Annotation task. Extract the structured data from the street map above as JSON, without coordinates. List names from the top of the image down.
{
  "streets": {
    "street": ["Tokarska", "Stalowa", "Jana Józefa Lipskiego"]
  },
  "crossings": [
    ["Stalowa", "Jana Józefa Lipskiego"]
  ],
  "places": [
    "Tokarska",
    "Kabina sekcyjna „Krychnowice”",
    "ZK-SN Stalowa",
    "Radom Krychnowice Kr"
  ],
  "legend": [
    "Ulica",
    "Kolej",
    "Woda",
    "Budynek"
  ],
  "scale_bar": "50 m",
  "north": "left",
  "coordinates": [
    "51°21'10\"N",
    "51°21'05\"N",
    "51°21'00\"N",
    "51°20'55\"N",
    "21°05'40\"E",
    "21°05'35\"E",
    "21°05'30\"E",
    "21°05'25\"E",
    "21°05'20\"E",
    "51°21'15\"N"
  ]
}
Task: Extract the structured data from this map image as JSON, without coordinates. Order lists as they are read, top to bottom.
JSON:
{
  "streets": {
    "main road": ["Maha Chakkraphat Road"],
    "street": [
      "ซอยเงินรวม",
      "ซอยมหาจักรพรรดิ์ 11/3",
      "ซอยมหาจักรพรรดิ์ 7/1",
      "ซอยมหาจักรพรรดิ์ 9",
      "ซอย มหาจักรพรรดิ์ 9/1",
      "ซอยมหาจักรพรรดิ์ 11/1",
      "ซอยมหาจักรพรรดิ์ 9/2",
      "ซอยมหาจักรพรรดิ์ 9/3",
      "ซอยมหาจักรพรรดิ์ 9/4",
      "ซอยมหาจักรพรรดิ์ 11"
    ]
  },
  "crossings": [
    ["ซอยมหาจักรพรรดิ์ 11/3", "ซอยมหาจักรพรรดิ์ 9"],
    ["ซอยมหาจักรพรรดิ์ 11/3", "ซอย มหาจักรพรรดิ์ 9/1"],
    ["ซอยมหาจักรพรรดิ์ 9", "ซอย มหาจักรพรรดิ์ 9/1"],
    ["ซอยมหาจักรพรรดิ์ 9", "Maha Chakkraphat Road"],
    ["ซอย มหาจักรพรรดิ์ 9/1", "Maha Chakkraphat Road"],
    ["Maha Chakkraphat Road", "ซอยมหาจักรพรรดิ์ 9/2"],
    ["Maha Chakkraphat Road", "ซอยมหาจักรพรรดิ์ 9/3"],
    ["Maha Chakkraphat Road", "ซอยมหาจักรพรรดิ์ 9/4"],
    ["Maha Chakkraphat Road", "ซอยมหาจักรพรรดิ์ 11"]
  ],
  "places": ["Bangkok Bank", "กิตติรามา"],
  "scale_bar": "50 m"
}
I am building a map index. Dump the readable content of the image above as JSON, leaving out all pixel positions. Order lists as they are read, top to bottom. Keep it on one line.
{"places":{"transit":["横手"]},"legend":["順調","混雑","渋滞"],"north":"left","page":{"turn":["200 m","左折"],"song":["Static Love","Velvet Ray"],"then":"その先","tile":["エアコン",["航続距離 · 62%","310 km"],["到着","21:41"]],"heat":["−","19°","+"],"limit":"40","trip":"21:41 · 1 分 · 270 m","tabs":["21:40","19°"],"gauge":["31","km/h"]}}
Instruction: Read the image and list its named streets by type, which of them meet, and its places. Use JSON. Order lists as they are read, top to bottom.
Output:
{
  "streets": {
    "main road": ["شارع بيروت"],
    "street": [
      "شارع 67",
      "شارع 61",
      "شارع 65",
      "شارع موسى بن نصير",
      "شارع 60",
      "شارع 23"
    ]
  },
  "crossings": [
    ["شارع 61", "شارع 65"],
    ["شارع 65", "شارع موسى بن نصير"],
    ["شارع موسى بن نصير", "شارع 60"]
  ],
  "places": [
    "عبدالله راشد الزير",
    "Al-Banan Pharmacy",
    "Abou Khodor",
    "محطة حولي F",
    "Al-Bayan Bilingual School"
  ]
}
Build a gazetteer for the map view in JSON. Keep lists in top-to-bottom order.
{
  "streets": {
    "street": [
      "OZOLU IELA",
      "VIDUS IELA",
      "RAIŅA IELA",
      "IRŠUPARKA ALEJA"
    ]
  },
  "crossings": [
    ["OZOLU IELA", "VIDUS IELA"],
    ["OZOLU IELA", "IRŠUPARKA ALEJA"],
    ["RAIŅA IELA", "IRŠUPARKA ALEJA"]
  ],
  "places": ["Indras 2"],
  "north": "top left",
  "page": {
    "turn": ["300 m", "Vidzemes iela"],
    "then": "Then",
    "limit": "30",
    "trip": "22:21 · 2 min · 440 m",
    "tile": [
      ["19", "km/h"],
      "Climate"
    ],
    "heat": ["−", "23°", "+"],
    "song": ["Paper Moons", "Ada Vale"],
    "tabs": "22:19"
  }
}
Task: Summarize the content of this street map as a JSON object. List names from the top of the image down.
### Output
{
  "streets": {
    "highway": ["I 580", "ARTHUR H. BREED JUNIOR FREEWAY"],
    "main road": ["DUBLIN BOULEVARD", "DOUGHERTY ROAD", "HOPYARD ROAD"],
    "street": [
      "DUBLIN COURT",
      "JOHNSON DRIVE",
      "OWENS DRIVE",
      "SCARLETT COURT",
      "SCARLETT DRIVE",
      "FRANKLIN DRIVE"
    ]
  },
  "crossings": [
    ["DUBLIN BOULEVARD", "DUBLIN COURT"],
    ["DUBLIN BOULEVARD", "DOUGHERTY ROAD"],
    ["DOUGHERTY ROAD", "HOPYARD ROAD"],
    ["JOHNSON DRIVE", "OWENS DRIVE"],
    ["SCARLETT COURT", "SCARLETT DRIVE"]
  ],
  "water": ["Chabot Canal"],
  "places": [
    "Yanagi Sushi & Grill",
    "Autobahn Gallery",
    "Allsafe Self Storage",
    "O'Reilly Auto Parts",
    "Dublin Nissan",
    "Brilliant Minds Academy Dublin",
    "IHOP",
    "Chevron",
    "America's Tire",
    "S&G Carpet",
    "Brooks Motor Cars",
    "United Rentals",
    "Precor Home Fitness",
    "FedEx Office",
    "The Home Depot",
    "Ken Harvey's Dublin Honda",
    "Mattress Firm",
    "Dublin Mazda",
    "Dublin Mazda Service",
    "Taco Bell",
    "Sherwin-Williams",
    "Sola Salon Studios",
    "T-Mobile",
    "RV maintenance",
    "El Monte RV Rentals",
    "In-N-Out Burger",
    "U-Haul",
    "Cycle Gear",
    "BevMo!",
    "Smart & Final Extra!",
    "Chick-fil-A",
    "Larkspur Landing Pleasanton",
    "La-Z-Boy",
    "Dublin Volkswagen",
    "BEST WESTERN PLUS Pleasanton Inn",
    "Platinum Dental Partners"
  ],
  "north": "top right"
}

============

Problem details: Which lines in the records above contain the string "names"? Copy them.

Output of the exercise:
Annotation task. Extract the structured data from the street map above as JSON, without coordinates. List names from the top of the image down.
Task: Summarize the content of this street map as a JSON object. List names from the top of the image down.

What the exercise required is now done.